Exercise details:
Line by line, copy the records below exactly.

Records to process:

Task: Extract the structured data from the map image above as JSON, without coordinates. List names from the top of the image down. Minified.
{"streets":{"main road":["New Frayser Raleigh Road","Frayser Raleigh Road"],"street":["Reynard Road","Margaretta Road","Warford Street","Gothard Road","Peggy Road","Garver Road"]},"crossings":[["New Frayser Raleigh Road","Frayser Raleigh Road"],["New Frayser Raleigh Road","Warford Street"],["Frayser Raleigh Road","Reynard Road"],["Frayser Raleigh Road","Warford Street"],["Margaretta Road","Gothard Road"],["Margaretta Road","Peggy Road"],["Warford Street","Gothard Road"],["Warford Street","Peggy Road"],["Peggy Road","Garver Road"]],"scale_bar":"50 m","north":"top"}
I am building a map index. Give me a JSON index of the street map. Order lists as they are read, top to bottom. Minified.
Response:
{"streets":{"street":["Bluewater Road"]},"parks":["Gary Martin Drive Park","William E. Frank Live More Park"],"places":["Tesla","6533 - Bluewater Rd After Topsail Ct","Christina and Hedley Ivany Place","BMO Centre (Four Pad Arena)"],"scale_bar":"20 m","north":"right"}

Solution:
Task: Extract the structured data from the map image above as JSON, without coordinates. List names from the top of the image down. Minified.
{"streets":{"main road":["New Frayser Raleigh Road","Frayser Raleigh Road"],"street":["Reynard Road","Margaretta Road","Warford Street","Gothard Road","Peggy Road","Garver Road"]},"crossings":[["New Frayser Raleigh Road","Frayser Raleigh Road"],["New Frayser Raleigh Road","Warford Street"],["Frayser Raleigh Road","Reynard Road"],["Frayser Raleigh Road","Warford Street"],["Margaretta Road","Gothard Road"],["Margaretta Road","Peggy Road"],["Warford Street","Gothard Road"],["Warford Street","Peggy Road"],["Peggy Road","Garver Road"]],"scale_bar":"50 m","north":"top"}
I am building a map index. Give me a JSON index of the street map. Order lists as they are read, top to bottom. Minified.
Response:
{"streets":{"street":["Bluewater Road"]},"parks":["Gary Martin Drive Park","William E. Frank Live More Park"],"places":["Tesla","6533 - Bluewater Rd After Topsail Ct","Christina and Hedley Ivany Place","BMO Centre (Four Pad Arena)"],"scale_bar":"20 m","north":"right"}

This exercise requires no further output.